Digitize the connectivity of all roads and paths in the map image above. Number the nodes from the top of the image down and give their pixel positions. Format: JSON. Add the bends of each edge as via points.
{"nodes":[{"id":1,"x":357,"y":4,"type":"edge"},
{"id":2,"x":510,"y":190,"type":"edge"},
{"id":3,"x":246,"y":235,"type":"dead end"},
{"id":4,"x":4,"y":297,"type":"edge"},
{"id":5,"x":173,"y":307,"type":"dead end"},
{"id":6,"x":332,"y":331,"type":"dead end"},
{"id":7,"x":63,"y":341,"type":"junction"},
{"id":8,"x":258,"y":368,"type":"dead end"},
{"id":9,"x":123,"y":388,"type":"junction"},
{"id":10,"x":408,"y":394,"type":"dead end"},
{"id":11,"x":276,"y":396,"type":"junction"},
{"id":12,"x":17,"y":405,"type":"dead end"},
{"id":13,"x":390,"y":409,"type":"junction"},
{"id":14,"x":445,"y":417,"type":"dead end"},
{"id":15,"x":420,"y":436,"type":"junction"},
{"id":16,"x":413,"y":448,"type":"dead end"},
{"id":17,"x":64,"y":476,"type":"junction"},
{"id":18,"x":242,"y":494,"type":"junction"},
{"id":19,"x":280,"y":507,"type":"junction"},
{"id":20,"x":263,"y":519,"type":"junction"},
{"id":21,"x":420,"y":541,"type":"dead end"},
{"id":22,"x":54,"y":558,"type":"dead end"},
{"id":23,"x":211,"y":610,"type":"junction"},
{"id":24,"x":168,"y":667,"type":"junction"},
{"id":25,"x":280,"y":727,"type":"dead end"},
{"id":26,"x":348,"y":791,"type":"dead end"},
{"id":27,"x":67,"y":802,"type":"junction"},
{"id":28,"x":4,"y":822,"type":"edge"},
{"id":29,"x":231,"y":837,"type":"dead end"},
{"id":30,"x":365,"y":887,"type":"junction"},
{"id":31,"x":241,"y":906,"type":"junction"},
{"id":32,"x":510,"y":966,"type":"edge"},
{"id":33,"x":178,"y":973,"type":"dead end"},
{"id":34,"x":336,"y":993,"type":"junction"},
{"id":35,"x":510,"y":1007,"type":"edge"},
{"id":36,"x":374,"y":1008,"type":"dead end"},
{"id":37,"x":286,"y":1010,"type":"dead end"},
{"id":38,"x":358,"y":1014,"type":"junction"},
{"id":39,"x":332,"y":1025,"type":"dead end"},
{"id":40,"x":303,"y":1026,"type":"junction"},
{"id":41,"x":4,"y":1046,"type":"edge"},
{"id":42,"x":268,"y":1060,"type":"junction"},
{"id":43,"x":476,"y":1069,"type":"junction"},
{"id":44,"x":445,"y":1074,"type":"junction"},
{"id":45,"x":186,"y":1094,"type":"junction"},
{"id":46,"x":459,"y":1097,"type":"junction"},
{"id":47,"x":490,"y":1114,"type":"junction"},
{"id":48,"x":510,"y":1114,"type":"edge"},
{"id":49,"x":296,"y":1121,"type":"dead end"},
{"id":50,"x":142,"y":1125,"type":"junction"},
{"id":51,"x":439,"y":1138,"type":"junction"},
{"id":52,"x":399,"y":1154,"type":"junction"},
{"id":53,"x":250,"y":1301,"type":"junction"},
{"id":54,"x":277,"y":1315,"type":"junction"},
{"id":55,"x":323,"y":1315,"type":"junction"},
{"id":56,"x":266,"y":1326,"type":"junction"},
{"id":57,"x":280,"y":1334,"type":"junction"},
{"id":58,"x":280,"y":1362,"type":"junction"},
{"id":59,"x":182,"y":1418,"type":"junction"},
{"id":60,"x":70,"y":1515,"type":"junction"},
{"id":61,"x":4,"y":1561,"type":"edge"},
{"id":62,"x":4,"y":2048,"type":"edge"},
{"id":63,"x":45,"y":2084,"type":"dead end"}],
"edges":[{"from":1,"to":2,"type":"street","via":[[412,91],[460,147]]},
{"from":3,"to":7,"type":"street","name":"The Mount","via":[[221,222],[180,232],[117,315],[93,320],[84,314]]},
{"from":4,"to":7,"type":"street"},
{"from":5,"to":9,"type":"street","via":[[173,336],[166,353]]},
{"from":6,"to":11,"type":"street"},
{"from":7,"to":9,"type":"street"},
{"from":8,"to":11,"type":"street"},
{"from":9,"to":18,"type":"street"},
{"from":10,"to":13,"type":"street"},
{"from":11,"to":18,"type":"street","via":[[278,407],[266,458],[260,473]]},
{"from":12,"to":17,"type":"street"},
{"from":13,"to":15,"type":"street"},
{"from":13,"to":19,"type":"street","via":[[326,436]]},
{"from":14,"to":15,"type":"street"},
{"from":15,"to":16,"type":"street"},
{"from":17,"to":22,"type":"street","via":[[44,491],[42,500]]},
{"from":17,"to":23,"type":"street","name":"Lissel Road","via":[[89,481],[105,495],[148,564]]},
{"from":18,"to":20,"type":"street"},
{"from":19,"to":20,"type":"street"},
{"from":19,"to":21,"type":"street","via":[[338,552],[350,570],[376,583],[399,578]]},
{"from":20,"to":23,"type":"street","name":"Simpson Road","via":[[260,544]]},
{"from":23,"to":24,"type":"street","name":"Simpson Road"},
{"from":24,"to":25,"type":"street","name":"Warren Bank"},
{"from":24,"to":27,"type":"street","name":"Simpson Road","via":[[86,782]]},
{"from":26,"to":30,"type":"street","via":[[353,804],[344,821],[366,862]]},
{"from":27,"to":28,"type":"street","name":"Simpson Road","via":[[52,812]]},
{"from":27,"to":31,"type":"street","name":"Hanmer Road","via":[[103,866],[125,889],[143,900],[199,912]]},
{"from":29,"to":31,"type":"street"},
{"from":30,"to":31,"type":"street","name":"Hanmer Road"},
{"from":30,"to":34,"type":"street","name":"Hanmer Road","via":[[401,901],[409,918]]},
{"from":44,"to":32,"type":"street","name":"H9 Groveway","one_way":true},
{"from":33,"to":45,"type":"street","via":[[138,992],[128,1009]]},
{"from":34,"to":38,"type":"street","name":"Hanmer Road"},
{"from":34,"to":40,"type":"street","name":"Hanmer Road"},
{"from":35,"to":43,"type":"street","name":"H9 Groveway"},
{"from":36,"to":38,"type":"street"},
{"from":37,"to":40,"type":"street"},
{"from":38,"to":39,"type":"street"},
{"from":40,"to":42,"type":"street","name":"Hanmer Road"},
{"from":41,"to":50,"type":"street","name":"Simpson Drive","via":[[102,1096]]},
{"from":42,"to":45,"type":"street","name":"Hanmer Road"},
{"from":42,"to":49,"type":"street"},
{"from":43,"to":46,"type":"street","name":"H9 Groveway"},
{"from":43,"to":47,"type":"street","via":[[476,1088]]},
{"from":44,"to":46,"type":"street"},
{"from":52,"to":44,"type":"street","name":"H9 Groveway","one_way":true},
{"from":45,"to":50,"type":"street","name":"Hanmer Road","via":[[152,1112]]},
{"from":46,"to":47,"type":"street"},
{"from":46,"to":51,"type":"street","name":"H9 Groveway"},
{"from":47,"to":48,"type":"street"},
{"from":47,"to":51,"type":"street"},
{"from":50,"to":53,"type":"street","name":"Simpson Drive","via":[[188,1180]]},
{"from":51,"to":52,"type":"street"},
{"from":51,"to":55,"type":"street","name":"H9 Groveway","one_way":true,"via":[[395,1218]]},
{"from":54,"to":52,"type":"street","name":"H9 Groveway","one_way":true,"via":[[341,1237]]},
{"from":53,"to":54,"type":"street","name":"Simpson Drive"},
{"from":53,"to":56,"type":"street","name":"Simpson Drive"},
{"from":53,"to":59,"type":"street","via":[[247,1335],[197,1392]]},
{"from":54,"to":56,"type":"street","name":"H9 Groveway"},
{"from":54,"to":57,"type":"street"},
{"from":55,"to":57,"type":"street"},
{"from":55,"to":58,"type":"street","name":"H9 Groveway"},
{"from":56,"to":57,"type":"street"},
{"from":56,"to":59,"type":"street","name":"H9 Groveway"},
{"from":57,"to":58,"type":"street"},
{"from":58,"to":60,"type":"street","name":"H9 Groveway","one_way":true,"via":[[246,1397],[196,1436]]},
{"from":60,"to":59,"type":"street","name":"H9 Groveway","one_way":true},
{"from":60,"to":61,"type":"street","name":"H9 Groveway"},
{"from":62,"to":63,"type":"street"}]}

= = =

> **EXERCISE OBJECTIVE**:
Filter the lines above so that only those with the string "nodes" remain, then copy them.

> **TASK SOLUTION**:
Digitize the connectivity of all roads and paths in the map image above. Number the nodes from the top of the image down and give their pixel positions. Format: JSON. Add the bends of each edge as via points.
{"nodes":[{"id":1,"x":357,"y":4,"type":"edge"},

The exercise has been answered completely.